** The data follows **
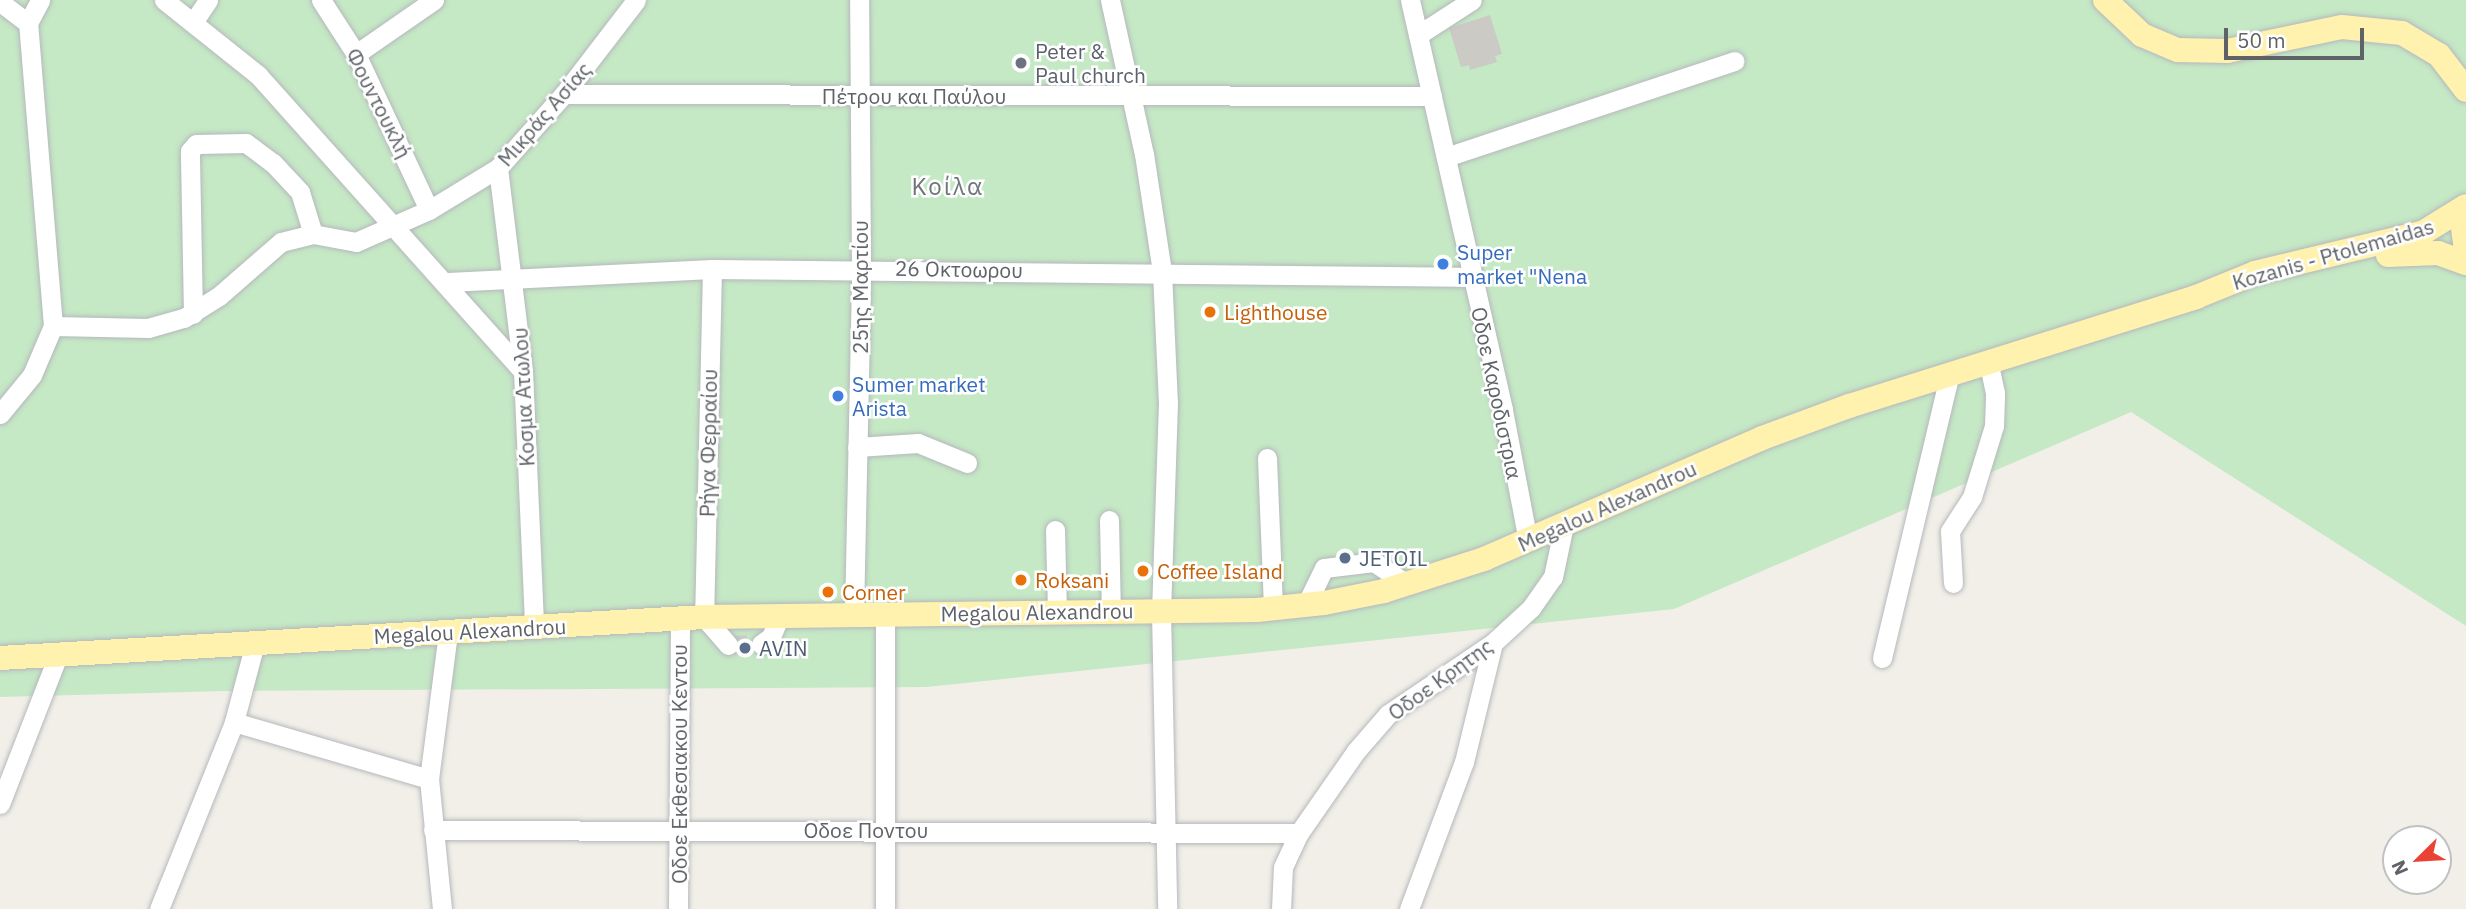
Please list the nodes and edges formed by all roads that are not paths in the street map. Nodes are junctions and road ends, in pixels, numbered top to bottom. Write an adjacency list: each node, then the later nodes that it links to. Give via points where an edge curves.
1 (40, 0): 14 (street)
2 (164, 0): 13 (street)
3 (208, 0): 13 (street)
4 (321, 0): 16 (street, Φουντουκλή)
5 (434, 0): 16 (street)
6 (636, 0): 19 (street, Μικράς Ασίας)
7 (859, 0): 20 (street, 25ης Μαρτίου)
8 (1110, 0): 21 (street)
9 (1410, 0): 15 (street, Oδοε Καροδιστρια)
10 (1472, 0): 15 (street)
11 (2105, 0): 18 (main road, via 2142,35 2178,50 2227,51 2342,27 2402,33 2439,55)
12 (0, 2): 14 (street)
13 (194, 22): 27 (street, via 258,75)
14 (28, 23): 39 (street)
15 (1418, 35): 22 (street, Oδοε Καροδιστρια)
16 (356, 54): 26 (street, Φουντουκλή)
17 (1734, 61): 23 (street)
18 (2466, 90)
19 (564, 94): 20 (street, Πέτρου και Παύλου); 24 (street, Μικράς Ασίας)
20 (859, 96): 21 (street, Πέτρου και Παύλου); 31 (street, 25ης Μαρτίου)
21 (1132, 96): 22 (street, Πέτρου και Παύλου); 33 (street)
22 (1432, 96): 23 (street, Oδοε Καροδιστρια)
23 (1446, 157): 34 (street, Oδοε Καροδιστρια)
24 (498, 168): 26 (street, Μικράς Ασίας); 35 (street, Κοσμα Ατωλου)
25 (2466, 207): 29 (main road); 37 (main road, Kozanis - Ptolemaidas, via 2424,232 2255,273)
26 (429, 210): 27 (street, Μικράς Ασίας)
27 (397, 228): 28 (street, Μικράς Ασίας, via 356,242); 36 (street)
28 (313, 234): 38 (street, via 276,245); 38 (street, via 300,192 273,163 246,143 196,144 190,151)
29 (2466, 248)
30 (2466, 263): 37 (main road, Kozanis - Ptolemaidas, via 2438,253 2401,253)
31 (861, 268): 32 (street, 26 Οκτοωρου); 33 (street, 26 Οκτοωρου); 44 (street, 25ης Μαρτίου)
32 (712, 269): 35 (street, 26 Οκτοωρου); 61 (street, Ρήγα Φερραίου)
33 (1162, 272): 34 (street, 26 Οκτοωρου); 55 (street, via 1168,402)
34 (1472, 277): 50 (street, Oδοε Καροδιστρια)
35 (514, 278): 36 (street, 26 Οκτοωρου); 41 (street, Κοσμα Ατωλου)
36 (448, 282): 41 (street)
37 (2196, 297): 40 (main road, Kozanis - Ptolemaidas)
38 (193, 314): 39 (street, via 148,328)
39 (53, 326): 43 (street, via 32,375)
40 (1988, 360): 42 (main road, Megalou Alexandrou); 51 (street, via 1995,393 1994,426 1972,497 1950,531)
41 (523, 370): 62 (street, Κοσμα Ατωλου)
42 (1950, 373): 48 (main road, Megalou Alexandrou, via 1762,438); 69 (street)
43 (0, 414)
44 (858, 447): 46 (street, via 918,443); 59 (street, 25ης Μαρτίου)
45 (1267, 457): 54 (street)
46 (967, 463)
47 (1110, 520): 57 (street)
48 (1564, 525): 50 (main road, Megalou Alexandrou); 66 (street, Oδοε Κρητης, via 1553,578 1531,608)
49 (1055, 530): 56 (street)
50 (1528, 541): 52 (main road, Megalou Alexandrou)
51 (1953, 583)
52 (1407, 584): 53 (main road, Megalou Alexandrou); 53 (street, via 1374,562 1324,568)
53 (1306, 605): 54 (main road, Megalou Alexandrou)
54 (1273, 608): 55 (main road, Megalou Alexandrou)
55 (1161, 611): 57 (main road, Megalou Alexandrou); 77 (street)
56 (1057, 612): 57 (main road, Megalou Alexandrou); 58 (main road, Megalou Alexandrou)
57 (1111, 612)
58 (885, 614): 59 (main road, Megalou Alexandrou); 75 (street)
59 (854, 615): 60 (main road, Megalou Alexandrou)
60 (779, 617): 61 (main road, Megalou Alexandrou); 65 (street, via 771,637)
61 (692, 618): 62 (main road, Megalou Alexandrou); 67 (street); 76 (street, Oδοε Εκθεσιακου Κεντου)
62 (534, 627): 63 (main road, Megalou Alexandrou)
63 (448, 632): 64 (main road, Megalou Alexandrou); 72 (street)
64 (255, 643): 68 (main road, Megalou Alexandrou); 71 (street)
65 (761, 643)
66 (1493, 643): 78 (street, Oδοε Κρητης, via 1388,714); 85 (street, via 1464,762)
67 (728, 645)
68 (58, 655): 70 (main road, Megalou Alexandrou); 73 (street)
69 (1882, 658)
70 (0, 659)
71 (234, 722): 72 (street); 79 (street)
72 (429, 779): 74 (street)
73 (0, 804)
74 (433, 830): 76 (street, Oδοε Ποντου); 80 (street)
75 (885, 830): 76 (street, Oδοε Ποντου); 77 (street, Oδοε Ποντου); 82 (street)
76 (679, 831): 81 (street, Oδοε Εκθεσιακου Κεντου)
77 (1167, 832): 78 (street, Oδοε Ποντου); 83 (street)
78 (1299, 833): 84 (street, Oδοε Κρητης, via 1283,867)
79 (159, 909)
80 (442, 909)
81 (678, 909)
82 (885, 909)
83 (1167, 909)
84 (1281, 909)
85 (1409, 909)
** End of The data **
** The data follows **
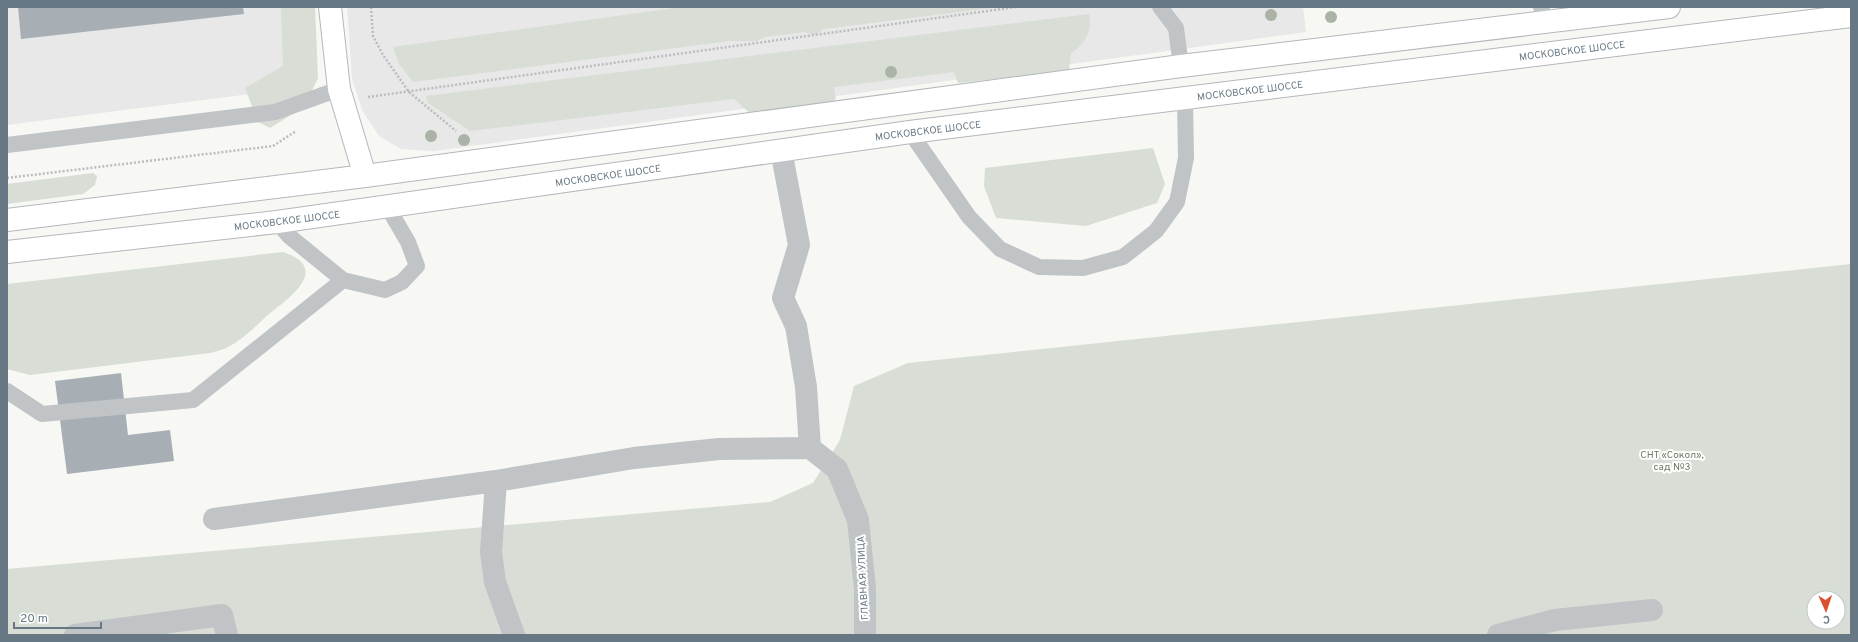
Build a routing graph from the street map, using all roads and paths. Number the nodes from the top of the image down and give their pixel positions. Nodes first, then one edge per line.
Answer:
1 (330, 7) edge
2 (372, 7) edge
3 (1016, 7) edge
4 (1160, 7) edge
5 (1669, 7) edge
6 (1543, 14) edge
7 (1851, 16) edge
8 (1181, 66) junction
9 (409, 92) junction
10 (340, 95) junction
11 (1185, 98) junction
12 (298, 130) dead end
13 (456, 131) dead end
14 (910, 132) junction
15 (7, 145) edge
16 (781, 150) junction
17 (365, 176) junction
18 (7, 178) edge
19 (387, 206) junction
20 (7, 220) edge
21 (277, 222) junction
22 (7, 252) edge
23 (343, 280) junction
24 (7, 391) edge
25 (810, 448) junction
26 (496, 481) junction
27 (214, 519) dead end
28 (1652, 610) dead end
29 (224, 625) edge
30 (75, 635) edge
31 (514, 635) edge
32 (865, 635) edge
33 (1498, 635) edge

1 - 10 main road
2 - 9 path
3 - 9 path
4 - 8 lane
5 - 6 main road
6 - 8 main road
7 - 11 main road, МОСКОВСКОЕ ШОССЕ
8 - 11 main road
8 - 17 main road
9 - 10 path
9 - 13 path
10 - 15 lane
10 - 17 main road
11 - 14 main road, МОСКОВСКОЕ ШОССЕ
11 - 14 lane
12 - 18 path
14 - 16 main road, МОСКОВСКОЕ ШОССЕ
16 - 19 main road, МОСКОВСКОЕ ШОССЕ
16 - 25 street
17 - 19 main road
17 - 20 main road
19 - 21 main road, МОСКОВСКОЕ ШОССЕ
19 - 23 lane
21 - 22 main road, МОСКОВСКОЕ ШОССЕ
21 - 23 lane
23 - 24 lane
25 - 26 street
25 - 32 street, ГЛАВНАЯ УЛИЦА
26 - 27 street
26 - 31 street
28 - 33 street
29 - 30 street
** End of The data **
| What the task requires |
Going through the listing above line by line, tally those containing "lane" and state only the total.

| Output for this exercise |
6